Media Releases - 06 June 2024
Senate Estimates reveals second spill in two months at ExxonMobil’s dilapidated Bass Strait platforms
Today during Senate Estimates, the National Offshore Petroleum Safety and Environment Management Authority (NOPSEMA) revealed that on 29 May 2024, a spill at ExxonMobile’s Marlin platform in the Bass Strait caused approximately 200 litres of hydrocarbons to leak into the environment. A recording is available here.
This is the second spill incident in just two months at ExxonMobile’s dilapidated oil and gas infrastructure, following a pipeline leak in April of this year at the West Kingfish platform.
In a separate but connected revelation, NOSPEMA revealed that a seal “nibbled” on a Remote Operated Vehicle (underwater drone), delaying Esso’s attempt to find the source of a previous pipeline leak in April.

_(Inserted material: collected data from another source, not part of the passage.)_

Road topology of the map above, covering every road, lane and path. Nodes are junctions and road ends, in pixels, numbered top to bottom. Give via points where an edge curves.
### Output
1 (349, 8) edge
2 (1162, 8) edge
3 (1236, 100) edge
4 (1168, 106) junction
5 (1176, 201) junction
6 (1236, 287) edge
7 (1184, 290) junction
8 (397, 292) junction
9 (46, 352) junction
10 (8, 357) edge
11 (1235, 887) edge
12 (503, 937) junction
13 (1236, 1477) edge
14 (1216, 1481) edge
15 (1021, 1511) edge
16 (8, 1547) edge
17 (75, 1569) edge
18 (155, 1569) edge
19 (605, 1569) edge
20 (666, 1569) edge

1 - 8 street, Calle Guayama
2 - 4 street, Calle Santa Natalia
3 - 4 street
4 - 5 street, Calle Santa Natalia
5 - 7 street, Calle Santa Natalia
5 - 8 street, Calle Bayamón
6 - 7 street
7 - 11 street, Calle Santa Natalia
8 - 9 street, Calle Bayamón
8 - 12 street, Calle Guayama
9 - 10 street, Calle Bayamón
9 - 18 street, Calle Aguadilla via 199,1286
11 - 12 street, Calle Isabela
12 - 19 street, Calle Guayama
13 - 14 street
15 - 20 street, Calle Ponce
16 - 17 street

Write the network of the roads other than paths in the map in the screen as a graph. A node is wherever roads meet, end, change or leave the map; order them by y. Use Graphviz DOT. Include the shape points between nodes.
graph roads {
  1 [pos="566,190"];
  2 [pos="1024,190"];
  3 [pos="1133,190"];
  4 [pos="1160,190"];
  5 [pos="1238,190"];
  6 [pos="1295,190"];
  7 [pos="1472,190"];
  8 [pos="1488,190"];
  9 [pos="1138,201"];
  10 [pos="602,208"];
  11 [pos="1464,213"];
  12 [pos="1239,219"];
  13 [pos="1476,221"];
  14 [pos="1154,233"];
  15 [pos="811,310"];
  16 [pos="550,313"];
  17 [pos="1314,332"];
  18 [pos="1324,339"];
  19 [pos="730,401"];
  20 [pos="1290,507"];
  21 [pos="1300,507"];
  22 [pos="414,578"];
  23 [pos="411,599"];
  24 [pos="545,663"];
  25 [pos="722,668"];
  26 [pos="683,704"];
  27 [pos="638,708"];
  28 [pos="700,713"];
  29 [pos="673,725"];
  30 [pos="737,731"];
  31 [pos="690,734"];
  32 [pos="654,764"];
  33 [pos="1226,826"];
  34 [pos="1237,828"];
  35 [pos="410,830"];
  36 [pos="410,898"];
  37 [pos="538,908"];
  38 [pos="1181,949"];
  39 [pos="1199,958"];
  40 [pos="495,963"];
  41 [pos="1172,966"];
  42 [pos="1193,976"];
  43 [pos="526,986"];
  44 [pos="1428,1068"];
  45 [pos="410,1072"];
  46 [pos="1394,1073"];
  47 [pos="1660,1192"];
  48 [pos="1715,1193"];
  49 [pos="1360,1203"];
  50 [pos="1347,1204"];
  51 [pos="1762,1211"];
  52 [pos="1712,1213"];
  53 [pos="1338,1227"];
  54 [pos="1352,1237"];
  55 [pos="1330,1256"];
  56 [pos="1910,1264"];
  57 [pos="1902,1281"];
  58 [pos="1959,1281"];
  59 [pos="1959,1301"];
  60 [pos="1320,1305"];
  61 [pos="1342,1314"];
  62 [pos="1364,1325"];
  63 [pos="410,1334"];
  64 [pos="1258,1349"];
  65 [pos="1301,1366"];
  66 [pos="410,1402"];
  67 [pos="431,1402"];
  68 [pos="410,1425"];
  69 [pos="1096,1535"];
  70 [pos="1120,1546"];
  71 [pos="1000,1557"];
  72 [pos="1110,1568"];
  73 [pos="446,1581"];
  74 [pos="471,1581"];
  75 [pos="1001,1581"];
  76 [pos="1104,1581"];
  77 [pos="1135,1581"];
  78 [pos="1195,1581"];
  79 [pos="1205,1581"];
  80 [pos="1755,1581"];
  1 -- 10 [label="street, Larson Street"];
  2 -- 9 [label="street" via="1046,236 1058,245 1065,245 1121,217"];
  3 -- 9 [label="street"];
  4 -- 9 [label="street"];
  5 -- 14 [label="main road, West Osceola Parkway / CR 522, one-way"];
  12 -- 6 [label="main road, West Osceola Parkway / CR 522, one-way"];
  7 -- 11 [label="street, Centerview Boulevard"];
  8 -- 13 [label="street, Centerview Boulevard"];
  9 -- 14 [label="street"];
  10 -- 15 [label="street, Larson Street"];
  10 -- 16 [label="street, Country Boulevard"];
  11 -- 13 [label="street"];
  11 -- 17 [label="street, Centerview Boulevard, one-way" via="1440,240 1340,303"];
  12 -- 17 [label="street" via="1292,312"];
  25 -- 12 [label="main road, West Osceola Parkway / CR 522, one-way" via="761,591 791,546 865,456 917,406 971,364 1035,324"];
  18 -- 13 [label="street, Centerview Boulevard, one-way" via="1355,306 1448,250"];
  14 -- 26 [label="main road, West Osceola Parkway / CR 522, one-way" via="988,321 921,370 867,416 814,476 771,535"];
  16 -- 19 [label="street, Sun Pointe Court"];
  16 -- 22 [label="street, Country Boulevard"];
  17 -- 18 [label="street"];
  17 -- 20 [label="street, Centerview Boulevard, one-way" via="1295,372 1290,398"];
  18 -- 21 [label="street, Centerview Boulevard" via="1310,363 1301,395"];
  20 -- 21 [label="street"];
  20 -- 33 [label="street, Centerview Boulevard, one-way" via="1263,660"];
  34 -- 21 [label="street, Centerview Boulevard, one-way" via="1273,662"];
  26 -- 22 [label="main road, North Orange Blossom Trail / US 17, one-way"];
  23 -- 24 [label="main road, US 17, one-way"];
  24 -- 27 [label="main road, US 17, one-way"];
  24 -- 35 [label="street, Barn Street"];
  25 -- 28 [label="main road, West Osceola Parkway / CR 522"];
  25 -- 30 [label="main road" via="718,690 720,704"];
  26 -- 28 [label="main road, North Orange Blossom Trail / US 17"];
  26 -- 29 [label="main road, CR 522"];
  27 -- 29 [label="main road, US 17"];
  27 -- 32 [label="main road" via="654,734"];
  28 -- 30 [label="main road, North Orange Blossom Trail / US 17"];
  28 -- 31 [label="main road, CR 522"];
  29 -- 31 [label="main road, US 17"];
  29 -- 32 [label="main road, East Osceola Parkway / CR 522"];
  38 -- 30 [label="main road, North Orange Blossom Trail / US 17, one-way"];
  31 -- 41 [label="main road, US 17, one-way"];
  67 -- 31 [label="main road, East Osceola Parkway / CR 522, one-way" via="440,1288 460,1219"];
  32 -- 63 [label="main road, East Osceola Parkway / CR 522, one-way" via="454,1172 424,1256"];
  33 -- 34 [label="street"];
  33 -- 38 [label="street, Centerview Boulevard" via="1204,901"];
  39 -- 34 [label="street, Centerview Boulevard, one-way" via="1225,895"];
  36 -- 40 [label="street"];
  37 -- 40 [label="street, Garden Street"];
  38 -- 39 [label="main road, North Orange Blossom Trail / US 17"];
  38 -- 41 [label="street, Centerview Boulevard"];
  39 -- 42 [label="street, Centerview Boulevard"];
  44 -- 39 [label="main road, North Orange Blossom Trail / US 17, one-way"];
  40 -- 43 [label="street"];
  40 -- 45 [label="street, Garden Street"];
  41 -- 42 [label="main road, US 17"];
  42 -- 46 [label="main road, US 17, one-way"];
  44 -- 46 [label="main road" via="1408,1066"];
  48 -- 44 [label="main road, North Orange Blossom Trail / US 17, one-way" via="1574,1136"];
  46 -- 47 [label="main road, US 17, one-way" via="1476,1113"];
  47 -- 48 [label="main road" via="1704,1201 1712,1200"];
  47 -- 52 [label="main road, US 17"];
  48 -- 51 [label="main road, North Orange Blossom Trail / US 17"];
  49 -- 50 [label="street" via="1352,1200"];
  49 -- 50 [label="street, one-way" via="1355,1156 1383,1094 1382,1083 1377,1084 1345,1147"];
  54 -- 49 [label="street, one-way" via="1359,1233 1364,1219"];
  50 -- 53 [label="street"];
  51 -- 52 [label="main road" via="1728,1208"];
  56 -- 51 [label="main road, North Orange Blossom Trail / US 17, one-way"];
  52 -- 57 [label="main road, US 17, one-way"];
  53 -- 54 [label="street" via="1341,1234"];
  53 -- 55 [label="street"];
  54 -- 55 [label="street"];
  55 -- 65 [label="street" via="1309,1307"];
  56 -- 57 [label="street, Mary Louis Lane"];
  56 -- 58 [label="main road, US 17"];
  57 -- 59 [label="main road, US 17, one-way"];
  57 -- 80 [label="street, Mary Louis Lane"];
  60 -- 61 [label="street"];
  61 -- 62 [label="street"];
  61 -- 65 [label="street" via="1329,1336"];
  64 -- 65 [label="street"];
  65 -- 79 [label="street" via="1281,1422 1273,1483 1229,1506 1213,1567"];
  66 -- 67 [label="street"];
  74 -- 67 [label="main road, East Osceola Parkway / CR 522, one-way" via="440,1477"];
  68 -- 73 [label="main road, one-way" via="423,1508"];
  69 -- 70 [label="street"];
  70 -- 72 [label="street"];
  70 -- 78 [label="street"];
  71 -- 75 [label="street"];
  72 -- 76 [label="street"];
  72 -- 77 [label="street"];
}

Fern Cadman, Fossil Fuel Campaigner for the Wilderness Society, said, “Exxon’s second spill in two months demonstrates its infrastructure in the Bass Strait is falling to bits and should have been cleaned up long before now. Australia’s oil and gas regulator has been missing in action for years in its role to ensure oil and gas clean up actually happens, and now it’s the marine environment suffering.
“It is alarming that responding to the first leak was delayed by what could have easily been anticipated, the presence of a seal. This delay could have been catastrophic in the instance of a bigger spill and it’s clear that the response plan wasn’t fit to deal with basic things like the presence of playful sea life."